Collected data
BEGIN

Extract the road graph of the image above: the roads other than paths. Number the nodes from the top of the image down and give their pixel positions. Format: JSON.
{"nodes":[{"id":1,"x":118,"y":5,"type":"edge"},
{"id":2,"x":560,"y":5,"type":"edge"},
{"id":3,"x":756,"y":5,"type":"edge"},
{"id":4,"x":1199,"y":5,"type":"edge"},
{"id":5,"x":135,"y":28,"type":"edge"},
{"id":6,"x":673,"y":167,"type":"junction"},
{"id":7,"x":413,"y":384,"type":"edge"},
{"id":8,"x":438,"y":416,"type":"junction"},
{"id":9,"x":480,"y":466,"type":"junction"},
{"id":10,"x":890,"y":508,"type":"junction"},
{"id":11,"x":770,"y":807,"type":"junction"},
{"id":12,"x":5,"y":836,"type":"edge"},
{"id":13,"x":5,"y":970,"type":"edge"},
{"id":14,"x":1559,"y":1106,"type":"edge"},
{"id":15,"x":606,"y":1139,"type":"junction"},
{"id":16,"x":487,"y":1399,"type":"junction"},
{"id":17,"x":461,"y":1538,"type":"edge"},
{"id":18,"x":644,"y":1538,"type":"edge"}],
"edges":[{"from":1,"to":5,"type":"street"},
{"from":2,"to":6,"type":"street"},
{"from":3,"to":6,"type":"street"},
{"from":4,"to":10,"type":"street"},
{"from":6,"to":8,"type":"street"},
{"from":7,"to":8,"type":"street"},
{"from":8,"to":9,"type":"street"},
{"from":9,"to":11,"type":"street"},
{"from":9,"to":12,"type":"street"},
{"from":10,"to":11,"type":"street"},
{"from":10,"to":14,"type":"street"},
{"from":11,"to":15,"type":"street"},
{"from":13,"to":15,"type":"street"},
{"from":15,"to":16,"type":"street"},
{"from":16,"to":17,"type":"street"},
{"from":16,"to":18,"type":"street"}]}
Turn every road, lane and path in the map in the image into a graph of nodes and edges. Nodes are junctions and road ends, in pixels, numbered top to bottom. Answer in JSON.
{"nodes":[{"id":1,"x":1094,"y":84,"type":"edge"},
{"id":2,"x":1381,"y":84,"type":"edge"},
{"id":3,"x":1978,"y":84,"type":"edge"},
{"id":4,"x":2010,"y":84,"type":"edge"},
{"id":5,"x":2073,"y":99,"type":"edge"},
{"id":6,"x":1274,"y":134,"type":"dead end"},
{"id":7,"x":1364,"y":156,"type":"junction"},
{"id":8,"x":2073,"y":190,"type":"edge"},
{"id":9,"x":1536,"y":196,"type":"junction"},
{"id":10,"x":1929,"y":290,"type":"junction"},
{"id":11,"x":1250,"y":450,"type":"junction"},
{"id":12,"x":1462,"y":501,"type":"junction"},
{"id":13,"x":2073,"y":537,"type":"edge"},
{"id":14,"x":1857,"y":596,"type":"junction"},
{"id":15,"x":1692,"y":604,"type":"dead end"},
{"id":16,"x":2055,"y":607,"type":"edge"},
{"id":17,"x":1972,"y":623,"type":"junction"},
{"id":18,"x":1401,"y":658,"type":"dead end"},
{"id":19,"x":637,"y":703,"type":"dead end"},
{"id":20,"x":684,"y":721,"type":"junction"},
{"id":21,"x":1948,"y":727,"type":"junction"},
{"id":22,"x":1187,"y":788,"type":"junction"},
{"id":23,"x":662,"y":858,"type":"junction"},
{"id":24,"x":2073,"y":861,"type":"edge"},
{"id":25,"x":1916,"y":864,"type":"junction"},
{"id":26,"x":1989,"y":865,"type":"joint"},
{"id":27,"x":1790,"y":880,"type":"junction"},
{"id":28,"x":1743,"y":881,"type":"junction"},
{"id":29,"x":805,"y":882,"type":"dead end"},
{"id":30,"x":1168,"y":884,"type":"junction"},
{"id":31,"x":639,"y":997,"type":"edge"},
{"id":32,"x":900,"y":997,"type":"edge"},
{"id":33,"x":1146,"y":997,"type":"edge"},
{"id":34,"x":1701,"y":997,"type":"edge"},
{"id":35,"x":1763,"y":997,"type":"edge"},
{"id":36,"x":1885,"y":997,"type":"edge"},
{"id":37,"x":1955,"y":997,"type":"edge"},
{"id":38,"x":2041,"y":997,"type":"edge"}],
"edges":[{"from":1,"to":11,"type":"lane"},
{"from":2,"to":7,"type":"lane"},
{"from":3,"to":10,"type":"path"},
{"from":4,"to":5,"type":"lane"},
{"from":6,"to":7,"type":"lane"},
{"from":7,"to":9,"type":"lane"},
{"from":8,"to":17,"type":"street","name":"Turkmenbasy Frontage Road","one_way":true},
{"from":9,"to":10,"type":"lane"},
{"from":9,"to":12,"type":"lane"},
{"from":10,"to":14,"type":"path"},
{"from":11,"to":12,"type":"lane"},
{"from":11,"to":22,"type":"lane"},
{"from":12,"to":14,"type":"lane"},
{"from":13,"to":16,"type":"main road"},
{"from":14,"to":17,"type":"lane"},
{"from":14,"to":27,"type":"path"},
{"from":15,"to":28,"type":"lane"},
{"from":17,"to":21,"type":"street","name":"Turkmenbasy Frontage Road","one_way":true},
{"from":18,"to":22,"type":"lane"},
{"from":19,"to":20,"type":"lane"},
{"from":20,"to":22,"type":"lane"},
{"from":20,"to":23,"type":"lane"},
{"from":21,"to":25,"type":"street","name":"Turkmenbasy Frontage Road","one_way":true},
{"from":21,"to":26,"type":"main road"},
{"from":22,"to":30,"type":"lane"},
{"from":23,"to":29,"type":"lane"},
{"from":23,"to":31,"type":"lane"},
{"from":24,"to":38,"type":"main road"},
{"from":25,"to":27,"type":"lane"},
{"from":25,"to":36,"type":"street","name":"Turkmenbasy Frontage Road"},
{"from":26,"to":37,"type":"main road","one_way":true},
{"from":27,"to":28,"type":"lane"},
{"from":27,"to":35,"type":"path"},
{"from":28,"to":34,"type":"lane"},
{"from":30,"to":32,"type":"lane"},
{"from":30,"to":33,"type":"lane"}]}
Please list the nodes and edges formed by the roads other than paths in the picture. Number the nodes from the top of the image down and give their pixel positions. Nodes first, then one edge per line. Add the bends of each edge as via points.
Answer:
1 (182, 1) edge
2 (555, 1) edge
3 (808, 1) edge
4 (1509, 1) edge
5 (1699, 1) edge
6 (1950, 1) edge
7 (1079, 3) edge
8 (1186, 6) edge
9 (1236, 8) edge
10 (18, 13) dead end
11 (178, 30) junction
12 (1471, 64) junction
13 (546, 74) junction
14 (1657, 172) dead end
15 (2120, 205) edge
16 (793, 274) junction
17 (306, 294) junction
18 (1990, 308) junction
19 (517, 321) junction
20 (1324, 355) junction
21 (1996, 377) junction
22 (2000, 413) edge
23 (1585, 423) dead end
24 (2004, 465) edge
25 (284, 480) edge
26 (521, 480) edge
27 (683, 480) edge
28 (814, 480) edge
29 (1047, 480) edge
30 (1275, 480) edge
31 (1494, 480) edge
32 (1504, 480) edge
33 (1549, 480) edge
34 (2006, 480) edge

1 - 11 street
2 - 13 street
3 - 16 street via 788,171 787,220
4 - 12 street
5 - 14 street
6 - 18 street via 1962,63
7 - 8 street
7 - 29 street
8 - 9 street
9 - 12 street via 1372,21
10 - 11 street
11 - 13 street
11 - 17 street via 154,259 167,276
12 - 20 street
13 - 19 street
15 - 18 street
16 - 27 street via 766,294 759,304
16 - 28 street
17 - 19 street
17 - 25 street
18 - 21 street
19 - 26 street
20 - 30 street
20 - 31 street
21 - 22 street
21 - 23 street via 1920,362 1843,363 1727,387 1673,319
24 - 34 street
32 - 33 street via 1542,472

END

Isolate the lines above that contain the word "down" and copy them.

## Result of this exercise
Extract the road graph of the image above: the roads other than paths. Number the nodes from the top of the image down and give their pixel positions. Format: JSON.
Please list the nodes and edges formed by the roads other than paths in the picture. Number the nodes from the top of the image down and give their pixel positions. Nodes first, then one edge per line. Add the bends of each edge as via points.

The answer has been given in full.